Percona XtraDB Cluster Operator cross-site replication failover

Hi everyone,

I deployed two PXCs on different Kubernetes clusters as DC and DR and set up cross-site replication with the PXC operator as mentioned in the documentation [1]. Then I imported a DB from a dump file to an instance of the source PXC (DC). How could I verify the data replicated to all instances in both DC and DR?

As I’m new to PXC, I would like to know the proper procedure to fail over to the async replica PXC in DR. However, when DC is up, the data needs to be synced back from DR, and the applications need to swing the connection to DC since it’s the primary site. I couldn’t find the references for that. Do I need to change the isSource and sourcesList of replicationChannels manually to sync the updated data from DR to DC? Is there any automated way for that?

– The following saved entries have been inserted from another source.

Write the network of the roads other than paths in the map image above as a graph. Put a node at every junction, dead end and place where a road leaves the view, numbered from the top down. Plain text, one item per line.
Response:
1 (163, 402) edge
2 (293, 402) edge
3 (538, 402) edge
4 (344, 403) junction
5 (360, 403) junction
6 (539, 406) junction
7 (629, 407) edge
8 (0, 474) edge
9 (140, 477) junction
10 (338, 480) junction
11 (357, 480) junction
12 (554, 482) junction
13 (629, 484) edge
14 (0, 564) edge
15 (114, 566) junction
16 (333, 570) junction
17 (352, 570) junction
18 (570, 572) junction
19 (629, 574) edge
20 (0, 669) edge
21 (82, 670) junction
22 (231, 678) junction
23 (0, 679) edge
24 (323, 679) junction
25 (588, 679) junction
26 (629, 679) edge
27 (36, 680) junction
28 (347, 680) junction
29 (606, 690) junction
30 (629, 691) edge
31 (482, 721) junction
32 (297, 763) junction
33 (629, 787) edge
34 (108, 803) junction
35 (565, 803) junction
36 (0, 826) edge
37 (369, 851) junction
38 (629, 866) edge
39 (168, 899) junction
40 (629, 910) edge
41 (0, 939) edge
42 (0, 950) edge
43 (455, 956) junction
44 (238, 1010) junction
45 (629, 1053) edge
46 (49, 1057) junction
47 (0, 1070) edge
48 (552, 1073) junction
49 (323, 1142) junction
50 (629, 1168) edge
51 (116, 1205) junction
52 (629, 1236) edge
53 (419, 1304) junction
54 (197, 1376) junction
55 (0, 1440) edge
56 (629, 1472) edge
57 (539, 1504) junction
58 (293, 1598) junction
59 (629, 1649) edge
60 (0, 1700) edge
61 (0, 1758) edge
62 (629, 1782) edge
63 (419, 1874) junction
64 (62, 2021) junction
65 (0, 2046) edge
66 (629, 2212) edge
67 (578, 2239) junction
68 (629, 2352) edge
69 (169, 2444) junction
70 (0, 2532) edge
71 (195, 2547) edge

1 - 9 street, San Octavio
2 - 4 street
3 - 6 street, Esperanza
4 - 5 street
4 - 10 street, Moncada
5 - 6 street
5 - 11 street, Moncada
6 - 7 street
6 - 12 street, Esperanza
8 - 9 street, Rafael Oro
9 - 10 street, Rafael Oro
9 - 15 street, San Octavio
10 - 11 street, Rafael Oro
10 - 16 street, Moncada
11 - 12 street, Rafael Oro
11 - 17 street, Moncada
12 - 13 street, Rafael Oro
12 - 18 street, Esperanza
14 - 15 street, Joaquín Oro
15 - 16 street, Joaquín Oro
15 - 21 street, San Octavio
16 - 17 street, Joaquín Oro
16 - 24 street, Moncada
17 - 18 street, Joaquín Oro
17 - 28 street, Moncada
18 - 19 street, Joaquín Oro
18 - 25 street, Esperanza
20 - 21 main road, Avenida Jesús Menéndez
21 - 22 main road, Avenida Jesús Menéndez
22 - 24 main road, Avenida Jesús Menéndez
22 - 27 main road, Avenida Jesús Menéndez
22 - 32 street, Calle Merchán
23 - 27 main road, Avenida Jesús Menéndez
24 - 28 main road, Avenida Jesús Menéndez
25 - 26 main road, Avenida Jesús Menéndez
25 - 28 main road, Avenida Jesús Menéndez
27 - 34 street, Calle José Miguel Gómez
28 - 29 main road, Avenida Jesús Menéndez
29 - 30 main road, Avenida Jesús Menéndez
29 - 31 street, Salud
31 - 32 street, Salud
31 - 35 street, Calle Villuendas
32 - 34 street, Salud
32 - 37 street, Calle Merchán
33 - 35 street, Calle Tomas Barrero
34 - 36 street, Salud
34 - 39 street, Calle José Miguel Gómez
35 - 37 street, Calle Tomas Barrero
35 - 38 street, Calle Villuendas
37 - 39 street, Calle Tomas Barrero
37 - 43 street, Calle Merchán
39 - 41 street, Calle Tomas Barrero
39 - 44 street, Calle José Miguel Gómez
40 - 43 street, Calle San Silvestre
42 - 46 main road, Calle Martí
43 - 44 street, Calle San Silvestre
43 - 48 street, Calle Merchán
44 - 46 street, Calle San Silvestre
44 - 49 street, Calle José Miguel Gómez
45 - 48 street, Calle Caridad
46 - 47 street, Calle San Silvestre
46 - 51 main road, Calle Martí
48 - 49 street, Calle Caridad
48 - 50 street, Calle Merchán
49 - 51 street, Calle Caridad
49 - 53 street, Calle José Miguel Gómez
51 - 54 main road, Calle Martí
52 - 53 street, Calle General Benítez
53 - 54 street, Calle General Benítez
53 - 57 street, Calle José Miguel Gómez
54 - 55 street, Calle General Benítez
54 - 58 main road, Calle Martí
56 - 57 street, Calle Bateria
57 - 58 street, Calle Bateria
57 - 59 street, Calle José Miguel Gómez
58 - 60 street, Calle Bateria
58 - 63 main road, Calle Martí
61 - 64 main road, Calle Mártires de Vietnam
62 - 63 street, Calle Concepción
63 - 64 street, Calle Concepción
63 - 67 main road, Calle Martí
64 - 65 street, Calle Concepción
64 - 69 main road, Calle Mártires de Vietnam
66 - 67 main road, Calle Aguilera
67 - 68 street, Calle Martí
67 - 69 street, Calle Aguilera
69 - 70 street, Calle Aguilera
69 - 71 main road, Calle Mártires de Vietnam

[1] Multi-cluster and multi-region deployment - Percona Operator for MySQL based on Percona XtraDB Cluster

Simply point your applications (or reconfigure your proxy/router) to the IP/hostname of the cluster in the DR.

Yes, you would need to perform this step manually. Replication is uni-directional. You need to stop the replication flowing from DC->DR and reverse it to bring any changes written to DR. After that sync has finished, then you can flip your proxy/router back to DC and then, again, reconfigure replication to go DC->DR.

Many have attempted to automate this and all have ended up with more complexity, or more headaches.

Thanks @matthewb. I just configured the DR site as the source and the DC site as the replica, but it was not working. Although I can login to the DR master by using the replication user, the slave status is showing the error below.

‘error connecting to master ‘replication@10.89.0.203:3306’ - retry-time: 60 retries: 2 message: Authentication plugin ‘caching_sha2_password’ reported error: Authentication requires secure connection.’

Is switching sources the only thing to do, or is any further action required? Do I need to backup the databases from the DR and restore them to DC before enabling replication?

You need to configure SSL replication.

You shouldn’t need to restore anything, unless you’ve actually lost data.